Estórias Made In é uma rubrica do Maisfutebol que aborda o percurso de jogadores e treinadores portugueses no estrangeiro. Há um português a jogar em cada canto do Mundo. Este é o espaço em que relatamos as suas vivências. Sugestões e/ou opiniões para djmarques@tvi.pt, rgouveia@tvi.pt ou vemaia@tvi.pt.
Pedro Amaral seguiu os passos de Cristiano Ronaldo e mudou-se para a Arábia Saudita em janeiro. Para trás, o lateral-esquerdo deixou uma experiência de três anos e meio no Rio Ave, clube com o qual viveu um turbilhão de emoções.
O defesa começou no clube da terra, o Sp. Lourel, e rapidamente chamou a atenção do Benfica. Percorreu os escalões de formação dos encarnados e depois de duas épocas e meia na equipa B, decidiu mudar-se para a Grécia (Panetolikos).
As memórias da formação do Benfica, a mudança para a Arábia Saudita e o impacto de Cristiano Ronaldo na Liga do país. Acompanhe-nos na conversa com Pedro Amaral, jogador do Al Khaleej.
Como é que o futebol entra na vida do Pedro Amaral?
Foi aos 6 anos. Havia um clube [Sporting de Lourel] no sítio onde vivia e os meus pais inscreveram-me lá, longe de saberem que me iria tornar profissional. A ideia era que eu praticasse desporto. As coisas aconteceram naturalmente. Os meus pais nunca exigiram que me tornasse profissional até porque não percebem muito de futebol. Sempre levaram o futebol na desportiva e nunca como se eu tivesse obrigação de ser jogador.
Com que idade foi para o Benfica?
Com 9 anos, o Bruno Maruta falou com o meu pai para eu ir para o Benfica. Fui para o Benfica no ano seguinte, quando tinha dez anos.
Que memórias guarda do período da formação?
Guardo boas memórias. O Benfica teve um papel importante na minha vida. Costumo dizer que tive a educação dos meus pais em casa e a educação que o Benfica me deu. Educou-me muito, não só como jogador. Passámos lá muitas horas todos os dias e teve um papel importante nesse ponto.
Tocou ainda num ponto ao qual é dada cada vez mais importância. Sente que há a preocupação não só de formar jogadores, mas também homens?
Sim, não tenho dúvidas. Com o passar dos anos as coisas vão evoluindo. Quando entrei para o Benfica, as coisas eram de uma forma, mas quando saí, vi como as coisas tinham evoluído. Acho que o Benfica educa, além de formar jogadores. Isso ajuda-nos também na vida fora do futebol.

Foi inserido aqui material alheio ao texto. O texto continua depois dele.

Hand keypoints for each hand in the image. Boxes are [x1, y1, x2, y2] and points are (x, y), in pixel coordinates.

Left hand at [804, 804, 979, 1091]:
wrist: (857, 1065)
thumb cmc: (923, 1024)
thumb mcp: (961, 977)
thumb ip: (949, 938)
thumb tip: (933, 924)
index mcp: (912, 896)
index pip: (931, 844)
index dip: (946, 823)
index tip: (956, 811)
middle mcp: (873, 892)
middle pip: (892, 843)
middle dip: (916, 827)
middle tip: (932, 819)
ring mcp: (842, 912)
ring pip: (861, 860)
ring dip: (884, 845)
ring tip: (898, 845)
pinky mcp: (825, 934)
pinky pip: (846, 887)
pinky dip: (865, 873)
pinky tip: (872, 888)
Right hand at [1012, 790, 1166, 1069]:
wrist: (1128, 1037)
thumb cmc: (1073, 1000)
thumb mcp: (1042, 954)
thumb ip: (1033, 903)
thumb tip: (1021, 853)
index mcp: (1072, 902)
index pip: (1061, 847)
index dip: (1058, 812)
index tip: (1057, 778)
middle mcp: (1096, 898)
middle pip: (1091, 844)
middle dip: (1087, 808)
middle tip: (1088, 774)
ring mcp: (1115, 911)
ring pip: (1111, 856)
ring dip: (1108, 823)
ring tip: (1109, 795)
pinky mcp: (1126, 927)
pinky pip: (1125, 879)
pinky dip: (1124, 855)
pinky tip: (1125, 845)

Ao longo do percurso, quando é que o futebol se tornou mais sério?
As coisas foram acontecendo naturalmente. De ano para ano, nos infantis e iniciados, havia sempre dispensas no final da época. Fui percebendo que não estava nesse lote. As coisas continuavam a correr-me bem e não fazia parte do lote de dispensas. Vi muitos colegas serem dispensados. Em sub-15, o primeiro ano de campeonato nacional com o mister Luís Nascimento, foi quando começámos a olhar de forma mais séria [para o futebol]. Foi também nesse ano que fui à seleção nacional. Esse ano foi de mudança, no sentido de ver o futebol de forma mais séria.

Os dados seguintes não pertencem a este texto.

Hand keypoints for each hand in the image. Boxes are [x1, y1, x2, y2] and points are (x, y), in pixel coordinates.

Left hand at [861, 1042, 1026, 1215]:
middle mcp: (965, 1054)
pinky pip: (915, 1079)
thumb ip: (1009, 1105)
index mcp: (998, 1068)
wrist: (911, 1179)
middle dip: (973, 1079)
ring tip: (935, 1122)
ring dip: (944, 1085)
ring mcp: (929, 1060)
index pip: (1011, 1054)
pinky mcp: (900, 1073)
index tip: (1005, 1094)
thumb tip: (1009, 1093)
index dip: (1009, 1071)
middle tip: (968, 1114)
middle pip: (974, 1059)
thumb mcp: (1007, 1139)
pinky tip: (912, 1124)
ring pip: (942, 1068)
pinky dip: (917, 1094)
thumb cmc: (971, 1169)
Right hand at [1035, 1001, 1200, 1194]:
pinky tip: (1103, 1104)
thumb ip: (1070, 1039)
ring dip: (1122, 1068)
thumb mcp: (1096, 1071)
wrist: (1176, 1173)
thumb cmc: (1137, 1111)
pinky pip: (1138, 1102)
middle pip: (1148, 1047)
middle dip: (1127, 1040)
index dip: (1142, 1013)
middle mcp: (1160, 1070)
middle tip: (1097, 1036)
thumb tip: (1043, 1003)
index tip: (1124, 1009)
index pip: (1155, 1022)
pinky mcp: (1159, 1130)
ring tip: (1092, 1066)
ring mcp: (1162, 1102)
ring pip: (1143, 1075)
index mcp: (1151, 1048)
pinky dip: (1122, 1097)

Como lidaram os seus pais com a evolução do Pedro no futebol?
Os meus pais eram bastantes exigentes. Sabiam que a escola era importante e eu, por vezes, tentava conciliar as duas coisas. O próprio Benfica, lá está a questão da educação… se não tivéssemos boas notas, seríamos castigados por isso. Vi muitos colegas a faltarem a jogos e a não competirem por causa das más notas. Os meus pais sempre tiveram um papel importante, ajudaram-me bastante nessa altura até chegar a um patamar elevado.
Há algum treinador que o tenha marcado especialmente?
Não gosto muito de individualizar, mas vou ser sincero e responder à pergunta. O escalão de sub-15 foi muito importante para mim e o mister Luís Nascimento teve um papel igualmente importante. Curiosamente, cruzámo-nos há pouco no Rio Ave. Naquela altura era muito novo, mas ele conseguiu tirar o melhor de mim. E por isso, nesse ano ingressei na seleção nacional.
Referiu que houve uma mudança. Houve uma mudança na abordagem aos treinos, por exemplo?
Sim, mudou a abordagem que coloquei nos treinos. Nesse ano fomos campeões nacionais e foi o primeiro campeonato conquistado, fui à seleção nacional… comecei a sentir responsabilidade para manter o nível. A mudança começou aí. O que conquistei nesse ano serviu de lição, digamos assim, para manter o registo.
Durante a formação houve algum colega que o tenha impressionado particularmente?
Não. Cada um da minha geração, a de 97, seguiu o seu caminho. Praticamente todos chegaram ao futebol profissional, muitos deles jogam em clubes de Champions. Fico feliz por termos partilhado muitos momentos e por sermos amigos.
Faz o percurso formativo e salta para a equipa B do Benfica. Como foi a transição para o futebol sénior?
A transição dos juniores para a equipa B foi um processo normal, por assim dizer. Na altura, podíamos agradecer o facto de os clubes terem equipa B e competirem na II Liga, que é bastante exigente. Notei bastantes diferenças. Mas o Benfica, como os outros clubes, dá-nos essa oportunidade. Foi um ano de adaptação, tive menos volume de jogo, mas percebi como funciona a II Liga e o futebol profissional. No primeiro ano não tive assim tanto volume de jogo, mas nos anos seguintes afirmei-me.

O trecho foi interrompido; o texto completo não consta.